Context sensitive, error correction of Short Text messages Field of the Invention
The present disclosure relates to a method and system for correcting electronically transmitted text. More particularly, the invention relates to text messaging commonly known as SMS or Texting and Instant Messaging interfaces. Background of the Invention
Text Messaging, known in Europe as 'SMS' and in the United States as 'Texting' using the letter entry facility of the numeric keypad of cellular phone is widely used for communication, particularly for interacting with automatic services. There is a need to process Text messages such as textual requests, and to respond in an appropriate way, either with a service operation, or a reply message.
The user interfaces of mobile phones are, however, extremely limited and not ideal for text messaging. Only a small number of buttons, a tiny display and highly restricted computing capabilities are available. Nevertheless, Instant Messaging has become a dominant communication mechanism.
The advantage of SMSing and Instant Messaging is the ease of its generation and the availability of cellular devices. The text often has extremely poor quality. Apart from the inherent limitations of the cellular keypad, often text messages are written while the user is engaged in a different, more demanding activity. Accordingly, in order to provide automatic text-based services there is a substantial need to analyze and correct errors in both the input device (while typing the message) and on the receiver side - correcting the input message.

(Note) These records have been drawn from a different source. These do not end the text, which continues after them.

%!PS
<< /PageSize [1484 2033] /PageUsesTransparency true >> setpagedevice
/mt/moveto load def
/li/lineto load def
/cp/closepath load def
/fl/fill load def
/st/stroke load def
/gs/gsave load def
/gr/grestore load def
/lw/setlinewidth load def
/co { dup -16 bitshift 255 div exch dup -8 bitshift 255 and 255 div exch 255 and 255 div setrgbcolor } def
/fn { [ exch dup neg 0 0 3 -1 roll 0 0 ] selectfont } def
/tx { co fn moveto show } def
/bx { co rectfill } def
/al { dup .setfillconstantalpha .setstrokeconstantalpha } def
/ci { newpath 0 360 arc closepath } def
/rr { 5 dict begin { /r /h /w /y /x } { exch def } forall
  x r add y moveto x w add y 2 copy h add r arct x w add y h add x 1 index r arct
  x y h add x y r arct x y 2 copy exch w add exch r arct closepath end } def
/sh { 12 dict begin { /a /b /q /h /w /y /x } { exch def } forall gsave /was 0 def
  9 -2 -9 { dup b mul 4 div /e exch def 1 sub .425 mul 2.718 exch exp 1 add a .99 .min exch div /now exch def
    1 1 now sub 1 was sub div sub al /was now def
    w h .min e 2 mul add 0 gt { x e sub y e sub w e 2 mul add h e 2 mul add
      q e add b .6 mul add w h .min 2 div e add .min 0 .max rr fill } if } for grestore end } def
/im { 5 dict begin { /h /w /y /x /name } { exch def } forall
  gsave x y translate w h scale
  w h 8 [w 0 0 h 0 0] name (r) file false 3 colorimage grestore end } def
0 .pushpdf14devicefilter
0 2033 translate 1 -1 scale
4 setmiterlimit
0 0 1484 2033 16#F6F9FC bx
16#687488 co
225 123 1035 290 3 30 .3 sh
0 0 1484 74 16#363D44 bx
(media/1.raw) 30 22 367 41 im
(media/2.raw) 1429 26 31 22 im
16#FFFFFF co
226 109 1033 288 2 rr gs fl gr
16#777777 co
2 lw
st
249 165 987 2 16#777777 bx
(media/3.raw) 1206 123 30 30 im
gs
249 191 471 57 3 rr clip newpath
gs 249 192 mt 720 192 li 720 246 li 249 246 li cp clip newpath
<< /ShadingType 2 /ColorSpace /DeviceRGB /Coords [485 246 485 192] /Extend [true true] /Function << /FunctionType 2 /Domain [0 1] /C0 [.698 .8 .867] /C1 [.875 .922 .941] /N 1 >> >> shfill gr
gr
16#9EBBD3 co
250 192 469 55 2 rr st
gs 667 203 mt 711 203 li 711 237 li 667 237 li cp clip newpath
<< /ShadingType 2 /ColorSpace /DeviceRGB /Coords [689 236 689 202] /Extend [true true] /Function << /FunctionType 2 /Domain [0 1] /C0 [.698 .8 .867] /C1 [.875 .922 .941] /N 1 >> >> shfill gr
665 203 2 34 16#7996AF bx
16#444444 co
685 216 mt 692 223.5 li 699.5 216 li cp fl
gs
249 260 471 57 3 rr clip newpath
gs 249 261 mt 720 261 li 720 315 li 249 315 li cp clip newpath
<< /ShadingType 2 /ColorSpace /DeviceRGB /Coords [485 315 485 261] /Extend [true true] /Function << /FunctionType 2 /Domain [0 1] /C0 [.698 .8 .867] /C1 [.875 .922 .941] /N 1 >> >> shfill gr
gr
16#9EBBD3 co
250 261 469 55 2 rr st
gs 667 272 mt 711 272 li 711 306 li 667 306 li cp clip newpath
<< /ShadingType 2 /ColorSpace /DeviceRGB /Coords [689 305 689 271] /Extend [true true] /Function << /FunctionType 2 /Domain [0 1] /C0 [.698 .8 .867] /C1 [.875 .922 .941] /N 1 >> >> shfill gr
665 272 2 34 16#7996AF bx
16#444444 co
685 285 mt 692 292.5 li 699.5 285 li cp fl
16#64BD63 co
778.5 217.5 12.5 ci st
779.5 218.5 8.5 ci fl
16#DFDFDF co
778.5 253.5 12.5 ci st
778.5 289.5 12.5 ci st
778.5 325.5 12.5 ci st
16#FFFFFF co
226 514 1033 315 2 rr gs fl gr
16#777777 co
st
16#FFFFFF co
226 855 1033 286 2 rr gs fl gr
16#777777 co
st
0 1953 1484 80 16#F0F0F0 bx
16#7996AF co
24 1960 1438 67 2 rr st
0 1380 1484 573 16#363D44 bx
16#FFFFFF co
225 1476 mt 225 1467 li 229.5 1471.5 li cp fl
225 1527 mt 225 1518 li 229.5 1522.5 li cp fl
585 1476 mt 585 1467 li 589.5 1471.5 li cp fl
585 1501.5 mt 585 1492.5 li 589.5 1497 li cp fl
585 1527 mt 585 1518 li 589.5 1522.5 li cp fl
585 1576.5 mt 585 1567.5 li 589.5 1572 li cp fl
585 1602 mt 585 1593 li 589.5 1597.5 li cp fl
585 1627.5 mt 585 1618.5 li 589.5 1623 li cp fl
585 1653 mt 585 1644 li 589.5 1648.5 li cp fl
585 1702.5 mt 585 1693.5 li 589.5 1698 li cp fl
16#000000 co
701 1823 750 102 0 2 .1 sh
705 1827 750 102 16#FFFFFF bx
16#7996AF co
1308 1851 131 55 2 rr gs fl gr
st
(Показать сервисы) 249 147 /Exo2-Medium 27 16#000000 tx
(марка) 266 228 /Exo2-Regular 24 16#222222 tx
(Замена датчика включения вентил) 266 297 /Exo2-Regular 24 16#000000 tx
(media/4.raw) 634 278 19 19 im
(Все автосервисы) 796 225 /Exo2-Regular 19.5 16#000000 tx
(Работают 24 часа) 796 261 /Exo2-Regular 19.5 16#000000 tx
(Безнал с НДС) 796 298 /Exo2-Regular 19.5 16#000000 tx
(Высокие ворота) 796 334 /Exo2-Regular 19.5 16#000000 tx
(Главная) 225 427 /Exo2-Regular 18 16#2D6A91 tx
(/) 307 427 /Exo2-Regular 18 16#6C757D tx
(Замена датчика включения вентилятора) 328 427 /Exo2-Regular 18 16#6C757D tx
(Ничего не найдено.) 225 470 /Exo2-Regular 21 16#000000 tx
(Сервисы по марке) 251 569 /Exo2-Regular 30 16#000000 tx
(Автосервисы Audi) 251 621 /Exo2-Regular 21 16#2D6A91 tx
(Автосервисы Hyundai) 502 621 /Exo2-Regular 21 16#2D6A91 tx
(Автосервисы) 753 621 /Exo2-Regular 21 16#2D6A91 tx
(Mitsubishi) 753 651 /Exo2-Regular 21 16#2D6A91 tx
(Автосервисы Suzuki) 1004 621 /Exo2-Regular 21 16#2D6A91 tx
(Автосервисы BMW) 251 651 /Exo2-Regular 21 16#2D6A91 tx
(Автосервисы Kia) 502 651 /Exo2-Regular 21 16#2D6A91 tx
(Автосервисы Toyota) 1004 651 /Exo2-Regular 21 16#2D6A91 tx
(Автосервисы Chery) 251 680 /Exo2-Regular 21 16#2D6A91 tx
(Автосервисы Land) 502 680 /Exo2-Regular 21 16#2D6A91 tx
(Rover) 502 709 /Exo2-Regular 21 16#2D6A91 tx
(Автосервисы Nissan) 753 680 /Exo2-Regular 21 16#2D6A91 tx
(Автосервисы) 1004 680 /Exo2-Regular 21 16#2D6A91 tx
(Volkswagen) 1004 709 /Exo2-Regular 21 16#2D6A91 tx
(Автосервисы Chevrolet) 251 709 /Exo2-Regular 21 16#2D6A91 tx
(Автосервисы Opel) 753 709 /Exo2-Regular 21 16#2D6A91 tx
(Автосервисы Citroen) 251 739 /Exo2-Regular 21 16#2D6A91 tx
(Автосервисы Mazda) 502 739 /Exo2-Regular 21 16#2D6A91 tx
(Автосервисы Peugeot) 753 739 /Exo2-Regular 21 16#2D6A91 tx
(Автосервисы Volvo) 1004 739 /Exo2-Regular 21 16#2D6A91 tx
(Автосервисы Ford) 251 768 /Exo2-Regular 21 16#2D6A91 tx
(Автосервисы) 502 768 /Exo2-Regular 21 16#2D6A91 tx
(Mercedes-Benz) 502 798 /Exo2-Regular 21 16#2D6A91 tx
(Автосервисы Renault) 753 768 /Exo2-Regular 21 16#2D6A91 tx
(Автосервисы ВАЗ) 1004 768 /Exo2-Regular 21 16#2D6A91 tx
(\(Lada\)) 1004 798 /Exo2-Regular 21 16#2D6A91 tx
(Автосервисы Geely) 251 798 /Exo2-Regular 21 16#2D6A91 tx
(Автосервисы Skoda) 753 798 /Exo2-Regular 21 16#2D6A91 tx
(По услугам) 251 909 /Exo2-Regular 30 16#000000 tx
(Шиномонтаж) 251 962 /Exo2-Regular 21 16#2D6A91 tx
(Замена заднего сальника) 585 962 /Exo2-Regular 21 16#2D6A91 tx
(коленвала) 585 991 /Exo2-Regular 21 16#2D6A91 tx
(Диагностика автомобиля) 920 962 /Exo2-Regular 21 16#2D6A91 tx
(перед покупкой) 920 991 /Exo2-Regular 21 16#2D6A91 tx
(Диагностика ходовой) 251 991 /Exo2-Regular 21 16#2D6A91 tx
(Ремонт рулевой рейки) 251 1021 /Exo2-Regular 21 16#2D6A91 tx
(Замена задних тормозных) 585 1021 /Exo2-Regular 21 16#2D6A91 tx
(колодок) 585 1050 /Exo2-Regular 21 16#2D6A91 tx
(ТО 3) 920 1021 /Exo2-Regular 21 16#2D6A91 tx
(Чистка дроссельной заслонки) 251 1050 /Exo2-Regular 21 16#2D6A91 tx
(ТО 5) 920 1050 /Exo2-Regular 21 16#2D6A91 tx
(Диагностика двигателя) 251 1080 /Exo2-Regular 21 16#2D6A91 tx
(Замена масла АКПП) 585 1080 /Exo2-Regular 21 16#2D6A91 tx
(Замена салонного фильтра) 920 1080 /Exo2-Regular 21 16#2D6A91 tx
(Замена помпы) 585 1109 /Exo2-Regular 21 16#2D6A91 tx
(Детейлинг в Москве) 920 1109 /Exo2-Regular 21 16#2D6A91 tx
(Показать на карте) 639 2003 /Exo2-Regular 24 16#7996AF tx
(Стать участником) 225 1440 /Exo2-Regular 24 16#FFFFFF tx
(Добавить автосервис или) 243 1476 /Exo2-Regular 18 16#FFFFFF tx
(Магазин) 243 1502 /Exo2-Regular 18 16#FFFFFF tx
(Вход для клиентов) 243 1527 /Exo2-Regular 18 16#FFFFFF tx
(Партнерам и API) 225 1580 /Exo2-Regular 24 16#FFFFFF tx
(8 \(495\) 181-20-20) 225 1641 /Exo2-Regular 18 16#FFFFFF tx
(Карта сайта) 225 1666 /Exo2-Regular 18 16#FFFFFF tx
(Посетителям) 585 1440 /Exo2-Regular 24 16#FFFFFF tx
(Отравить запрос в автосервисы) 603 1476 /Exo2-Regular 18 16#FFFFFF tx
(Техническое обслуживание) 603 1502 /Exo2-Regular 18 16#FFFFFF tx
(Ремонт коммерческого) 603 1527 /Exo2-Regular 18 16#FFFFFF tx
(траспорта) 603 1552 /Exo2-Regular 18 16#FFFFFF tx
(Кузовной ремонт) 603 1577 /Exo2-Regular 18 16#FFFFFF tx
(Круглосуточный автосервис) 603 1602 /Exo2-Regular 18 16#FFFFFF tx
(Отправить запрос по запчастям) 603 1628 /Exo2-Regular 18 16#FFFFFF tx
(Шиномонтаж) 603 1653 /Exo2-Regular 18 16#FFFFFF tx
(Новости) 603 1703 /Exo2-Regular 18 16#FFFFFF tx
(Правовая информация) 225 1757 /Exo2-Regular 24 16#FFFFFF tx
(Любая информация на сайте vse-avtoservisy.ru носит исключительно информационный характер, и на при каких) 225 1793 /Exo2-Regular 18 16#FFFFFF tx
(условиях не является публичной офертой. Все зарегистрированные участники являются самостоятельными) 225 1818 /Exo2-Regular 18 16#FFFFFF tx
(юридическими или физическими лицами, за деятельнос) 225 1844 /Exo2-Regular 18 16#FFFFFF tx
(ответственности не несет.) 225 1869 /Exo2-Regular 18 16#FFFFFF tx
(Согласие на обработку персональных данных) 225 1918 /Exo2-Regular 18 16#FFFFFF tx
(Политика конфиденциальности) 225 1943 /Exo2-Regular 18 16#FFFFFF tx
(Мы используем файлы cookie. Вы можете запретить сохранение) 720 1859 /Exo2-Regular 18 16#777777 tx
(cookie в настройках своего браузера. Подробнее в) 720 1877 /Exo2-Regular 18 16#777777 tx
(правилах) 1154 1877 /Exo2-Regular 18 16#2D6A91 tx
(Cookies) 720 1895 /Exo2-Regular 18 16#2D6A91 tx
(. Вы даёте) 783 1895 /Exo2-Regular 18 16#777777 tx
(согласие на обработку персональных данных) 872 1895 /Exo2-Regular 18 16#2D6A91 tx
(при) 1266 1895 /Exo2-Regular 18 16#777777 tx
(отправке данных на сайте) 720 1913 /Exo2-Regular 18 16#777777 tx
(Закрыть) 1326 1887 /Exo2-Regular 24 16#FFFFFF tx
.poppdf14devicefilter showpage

Since wrong keystrokes are common, predictive text software may be used on the sender side (the phones, or the Instant Messaging terminal) to provide some word- selection and word completion facilities, and T9 has become a de-facto standard for cellphones. Predictive-text software reduces the number of key-strokes required per word, and the number of spelling mistakes. However, it may introduce new types of errors. Spell checkers in the Windows environment (such as common for PDAs, and Instant Messaging), often suggest incorrect replacements. This is relevant in particular in the presence of multiple errors.. Error correction and prevention - takes place on the input device side. The most common technology for reducing the number of errors and for improving the ease of inputting a text message over the phone is the predictive-text software, such as T9. Predictive-text combines the groups of letters marked on each phone key with a fast- access dictionary of words, and recognizes a set of possible pre-defined words to the text the user has typed. Predictive-text offers the most commonly-used word for every key sequence the user enters by default and then lets the user:
Access other choices from the set of possible words for the typing, Define an alternative word, hence, the ability to extend the dictionary, for future use in the same set,
The ability to turn off the predictive-text service.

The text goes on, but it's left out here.